▶ [Problem requirements]: Using the data below, show every line where the word "פארי" occurs.

[Records from a data collection]

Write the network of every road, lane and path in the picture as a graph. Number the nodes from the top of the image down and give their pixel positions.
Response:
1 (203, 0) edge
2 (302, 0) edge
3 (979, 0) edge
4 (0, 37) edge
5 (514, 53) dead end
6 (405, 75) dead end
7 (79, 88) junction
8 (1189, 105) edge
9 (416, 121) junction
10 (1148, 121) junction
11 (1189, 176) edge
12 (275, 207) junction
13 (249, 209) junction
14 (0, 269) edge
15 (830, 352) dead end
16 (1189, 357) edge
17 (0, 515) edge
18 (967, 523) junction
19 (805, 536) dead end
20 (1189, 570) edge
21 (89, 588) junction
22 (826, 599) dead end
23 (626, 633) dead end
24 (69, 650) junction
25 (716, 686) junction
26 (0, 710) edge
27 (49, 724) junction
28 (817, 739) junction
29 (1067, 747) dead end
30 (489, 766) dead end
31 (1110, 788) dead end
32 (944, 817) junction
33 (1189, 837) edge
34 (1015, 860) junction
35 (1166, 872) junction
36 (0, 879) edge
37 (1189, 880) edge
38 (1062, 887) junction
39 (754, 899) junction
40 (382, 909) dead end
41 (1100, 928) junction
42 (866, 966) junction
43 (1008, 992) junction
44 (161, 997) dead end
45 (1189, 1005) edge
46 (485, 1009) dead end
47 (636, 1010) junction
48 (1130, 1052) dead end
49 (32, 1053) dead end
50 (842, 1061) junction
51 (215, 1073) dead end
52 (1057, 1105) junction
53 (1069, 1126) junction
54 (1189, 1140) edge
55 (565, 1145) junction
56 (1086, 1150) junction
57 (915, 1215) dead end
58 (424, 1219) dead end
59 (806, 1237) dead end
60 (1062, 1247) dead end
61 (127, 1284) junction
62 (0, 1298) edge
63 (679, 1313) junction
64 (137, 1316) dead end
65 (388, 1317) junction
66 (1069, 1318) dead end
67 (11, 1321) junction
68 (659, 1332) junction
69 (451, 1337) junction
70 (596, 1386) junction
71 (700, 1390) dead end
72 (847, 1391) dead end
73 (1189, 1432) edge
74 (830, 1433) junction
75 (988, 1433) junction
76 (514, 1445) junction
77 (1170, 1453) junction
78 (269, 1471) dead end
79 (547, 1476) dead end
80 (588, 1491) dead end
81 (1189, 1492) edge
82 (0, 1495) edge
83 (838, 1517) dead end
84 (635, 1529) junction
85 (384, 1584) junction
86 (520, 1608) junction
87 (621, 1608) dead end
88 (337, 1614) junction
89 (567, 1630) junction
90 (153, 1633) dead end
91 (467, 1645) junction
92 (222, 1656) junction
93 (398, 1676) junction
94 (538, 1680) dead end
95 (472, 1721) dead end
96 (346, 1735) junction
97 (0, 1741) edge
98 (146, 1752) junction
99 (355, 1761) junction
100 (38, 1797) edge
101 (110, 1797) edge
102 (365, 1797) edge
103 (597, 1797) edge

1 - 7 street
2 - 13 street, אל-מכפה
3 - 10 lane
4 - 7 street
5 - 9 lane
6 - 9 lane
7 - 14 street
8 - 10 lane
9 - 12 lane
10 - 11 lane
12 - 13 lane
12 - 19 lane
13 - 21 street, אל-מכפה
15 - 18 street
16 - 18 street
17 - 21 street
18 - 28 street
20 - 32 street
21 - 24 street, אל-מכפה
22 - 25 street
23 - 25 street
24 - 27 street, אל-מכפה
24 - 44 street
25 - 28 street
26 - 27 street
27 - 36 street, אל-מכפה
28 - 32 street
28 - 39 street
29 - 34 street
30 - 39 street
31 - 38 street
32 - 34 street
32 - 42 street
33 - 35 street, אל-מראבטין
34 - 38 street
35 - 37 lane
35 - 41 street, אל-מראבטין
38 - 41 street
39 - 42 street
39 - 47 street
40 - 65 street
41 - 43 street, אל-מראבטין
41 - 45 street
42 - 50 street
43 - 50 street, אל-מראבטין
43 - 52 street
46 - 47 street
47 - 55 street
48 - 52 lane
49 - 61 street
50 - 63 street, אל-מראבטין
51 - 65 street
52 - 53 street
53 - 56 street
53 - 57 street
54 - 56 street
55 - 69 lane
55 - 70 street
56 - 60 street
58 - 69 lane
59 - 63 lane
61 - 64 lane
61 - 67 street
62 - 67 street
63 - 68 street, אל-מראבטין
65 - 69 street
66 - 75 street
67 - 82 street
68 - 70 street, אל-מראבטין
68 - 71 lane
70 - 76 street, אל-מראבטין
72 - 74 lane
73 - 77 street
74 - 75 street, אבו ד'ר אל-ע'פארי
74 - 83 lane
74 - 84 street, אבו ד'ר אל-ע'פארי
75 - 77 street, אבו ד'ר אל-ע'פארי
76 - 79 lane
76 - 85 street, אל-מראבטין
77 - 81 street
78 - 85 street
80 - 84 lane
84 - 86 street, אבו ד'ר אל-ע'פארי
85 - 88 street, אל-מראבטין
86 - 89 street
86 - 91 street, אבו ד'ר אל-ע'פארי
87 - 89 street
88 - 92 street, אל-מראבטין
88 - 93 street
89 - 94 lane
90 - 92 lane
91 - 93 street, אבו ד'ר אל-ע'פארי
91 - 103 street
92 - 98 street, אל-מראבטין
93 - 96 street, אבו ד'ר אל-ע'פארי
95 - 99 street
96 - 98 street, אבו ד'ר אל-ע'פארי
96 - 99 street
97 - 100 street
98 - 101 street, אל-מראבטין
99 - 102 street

▶ [Your solution]:
74 - 75 street, אבו ד'ר אל-ע'פארי
74 - 84 street, אבו ד'ר אל-ע'פארי
75 - 77 street, אבו ד'ר אל-ע'פארי
84 - 86 street, אבו ד'ר אל-ע'פארי
86 - 91 street, אבו ד'ר אל-ע'פארי
91 - 93 street, אבו ד'ר אל-ע'פארי
93 - 96 street, אבו ד'ר אל-ע'פארי
96 - 98 street, אבו ד'ר אל-ע'פארי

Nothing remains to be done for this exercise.